Federal Deposit Insurance Corporation (FDIC).
The FDIC is issuing a final rule amending its regulations to reflect section 627 of the Dodd-Frank Wall Street Reform and Consumer Protection Act (the DFA), repealing the prohibition against the payment of interest on demand deposit accounts effective July 21, 2011.
The final rule is effective July 21, 2011.Start Further Info
FOR FURTHER INFORMATION CONTACT:
Martin Becker, Senior Consumer Affairs Specialist, Division of Consumer and Depositor Protection, (703) 254-2233, Mark Mellon, Counsel, Legal Division, (202) 898-3884, Federal Deposit Insurance Corporation, 550 17th Street, NW., Washington, DC 20429.End Further Info End Preamble Start Supplemental Information
Section 627 of the DFA repealed the statutory prohibition against the payment of interest on demand deposits, effective one year from the date of the DFA's enactment, July 21, 2011. Section 343 of the DFA amended section 11(a)(1) of the Federal Deposit Insurance Act, 12 U.S.C. 1821(a)(1), to provide full insurance coverage for depository institution noninterest-bearing transaction accounts from December 31, 2010, through December 31, 2012.

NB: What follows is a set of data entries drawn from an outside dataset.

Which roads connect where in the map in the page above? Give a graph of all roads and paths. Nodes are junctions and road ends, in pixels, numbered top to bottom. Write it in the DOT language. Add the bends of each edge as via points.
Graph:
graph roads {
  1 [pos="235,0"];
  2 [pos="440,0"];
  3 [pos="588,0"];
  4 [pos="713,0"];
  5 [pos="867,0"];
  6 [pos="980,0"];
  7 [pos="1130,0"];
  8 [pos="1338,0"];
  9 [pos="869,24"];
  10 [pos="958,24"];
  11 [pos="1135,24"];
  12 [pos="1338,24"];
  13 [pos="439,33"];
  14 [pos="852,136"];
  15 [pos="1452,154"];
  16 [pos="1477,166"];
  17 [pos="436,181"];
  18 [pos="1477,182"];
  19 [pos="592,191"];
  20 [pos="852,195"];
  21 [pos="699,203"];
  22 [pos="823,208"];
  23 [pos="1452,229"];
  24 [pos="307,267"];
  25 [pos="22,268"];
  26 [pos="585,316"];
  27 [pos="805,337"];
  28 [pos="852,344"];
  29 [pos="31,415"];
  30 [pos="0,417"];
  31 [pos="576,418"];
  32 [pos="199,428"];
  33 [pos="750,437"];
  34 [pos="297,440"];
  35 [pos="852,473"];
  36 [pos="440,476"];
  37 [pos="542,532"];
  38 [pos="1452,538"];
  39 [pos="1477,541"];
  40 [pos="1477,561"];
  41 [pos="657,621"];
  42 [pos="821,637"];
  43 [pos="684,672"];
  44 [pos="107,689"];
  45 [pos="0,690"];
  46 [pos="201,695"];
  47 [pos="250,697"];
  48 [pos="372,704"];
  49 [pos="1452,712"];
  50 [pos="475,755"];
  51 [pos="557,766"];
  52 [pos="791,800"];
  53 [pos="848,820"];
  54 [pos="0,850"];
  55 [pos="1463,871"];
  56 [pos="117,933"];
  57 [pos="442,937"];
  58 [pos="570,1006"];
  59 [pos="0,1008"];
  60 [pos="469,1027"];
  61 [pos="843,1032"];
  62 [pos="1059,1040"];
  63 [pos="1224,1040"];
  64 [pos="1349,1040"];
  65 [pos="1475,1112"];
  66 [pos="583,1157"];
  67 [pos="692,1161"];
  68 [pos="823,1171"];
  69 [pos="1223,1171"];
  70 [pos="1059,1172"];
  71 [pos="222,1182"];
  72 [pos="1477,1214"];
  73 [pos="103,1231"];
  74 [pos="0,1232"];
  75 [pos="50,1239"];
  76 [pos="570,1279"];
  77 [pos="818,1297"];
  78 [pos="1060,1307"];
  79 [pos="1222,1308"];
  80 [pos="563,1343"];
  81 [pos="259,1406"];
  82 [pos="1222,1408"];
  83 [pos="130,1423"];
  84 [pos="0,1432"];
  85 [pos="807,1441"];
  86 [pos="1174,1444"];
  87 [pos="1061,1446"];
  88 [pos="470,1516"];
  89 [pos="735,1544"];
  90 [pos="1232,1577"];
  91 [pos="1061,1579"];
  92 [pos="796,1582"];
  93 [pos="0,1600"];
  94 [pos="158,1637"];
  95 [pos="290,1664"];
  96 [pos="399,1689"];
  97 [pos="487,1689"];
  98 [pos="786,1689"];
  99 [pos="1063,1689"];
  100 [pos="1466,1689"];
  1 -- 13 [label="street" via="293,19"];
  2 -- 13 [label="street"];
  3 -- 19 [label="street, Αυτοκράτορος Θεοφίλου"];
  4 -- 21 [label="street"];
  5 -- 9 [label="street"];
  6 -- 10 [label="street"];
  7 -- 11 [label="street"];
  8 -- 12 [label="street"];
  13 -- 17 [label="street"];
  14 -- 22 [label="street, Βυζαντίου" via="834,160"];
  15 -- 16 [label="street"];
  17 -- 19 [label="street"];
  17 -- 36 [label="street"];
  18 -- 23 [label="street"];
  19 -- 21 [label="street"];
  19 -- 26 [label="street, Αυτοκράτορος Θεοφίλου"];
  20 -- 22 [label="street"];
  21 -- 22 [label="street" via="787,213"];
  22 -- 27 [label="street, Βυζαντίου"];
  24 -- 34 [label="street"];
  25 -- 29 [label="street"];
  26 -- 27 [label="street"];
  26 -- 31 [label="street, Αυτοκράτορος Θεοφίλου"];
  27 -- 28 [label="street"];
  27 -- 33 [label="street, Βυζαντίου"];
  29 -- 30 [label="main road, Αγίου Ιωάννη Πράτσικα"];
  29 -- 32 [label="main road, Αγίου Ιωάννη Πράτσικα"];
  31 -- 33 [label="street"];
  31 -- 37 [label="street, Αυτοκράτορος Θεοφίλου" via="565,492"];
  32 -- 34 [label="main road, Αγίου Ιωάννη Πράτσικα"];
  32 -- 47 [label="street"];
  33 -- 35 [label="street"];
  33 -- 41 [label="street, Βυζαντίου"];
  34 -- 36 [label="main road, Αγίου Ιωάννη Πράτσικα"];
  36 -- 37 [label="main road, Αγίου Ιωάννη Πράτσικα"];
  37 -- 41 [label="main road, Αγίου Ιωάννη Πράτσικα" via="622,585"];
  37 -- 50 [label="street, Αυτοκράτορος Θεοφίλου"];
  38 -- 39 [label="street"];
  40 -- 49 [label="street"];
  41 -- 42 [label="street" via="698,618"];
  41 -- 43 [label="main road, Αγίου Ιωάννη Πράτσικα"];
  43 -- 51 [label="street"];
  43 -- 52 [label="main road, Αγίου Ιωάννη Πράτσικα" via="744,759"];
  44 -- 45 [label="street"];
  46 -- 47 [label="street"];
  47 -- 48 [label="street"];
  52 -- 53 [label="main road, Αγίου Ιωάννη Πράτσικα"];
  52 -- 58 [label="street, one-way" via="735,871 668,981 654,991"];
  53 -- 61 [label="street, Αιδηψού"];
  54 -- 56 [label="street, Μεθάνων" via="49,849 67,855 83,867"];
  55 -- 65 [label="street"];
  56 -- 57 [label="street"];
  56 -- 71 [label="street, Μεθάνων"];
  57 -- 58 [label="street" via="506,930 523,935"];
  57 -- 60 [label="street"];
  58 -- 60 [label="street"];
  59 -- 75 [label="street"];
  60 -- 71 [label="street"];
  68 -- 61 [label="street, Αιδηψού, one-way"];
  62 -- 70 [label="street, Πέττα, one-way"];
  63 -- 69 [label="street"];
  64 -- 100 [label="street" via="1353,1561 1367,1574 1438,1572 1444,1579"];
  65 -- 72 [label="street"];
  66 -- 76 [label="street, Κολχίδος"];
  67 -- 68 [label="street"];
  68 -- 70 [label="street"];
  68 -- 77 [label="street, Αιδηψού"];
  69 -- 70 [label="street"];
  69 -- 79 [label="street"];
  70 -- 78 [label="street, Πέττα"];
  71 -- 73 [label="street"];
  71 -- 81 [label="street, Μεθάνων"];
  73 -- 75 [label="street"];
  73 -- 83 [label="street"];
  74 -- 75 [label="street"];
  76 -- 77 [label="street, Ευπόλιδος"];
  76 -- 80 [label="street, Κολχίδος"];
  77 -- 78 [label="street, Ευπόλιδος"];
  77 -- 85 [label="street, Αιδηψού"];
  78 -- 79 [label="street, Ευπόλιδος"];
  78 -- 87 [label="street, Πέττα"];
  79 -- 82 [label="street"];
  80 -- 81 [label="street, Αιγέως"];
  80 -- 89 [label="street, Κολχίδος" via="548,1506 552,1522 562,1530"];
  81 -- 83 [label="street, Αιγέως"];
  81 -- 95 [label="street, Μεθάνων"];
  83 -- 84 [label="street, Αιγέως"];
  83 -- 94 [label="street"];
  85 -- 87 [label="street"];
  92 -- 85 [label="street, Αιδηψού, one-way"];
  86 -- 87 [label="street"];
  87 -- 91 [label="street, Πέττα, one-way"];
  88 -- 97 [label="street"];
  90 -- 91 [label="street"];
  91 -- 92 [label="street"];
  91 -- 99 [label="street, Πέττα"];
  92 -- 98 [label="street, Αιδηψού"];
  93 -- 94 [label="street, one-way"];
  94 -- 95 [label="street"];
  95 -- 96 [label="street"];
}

In light of the prospective repeal of the demand deposit interest prohibition, the FDIC proposed to rescind 12 CFR part 329, the regulation which implements that prohibition with respect to state-chartered, nonmember (SNM) banks to be effective on the same date as the statutory repeal, July 21, 2011. 76 FR 21265 (Apr. 15, 2011) (NPR). At the same time, however, a regulatory definition of the term “interest” would still be useful in interpreting the requirements of section 343 of the DFA providing temporary, unlimited deposit insurance coverage for noninterest-bearing transaction accounts. For this reason, in the NPR the FDIC also proposed to transfer the definition of “interest” found at 12 CFR 329.1(c) to Part 330, specifically the definitions section at 12 CFR 330.1. The FDIC also specifically solicited comment on whether other parts of Part 329 could also prove useful and therefore should be moved into Part 330 as well. In addition, the FDIC sought comment on every other aspect of the proposed rule.
II. Comment Summary and Discussion
The FDIC received eight comments on the NPR. Three were from community banks, one was from a large depository institution, two were from depository institution trade groups, one from a financial consulting firm, and one was from a legal representative for a money market fund.
The chief points were:
1. The FDIC should stop or delay repeal of the prohibition (four commenters);
2. Community banks will be harmed by repeal of the prohibition (four commenters);
3. The FDIC should add the Part 329 section concerning premiums to Part 330 (three commenters); and
4. The FDIC should adopt or incorporate all Federal Reserve interpretations and advisory opinions Start Printed Page 41393pertaining to Regulation Q (two commenters).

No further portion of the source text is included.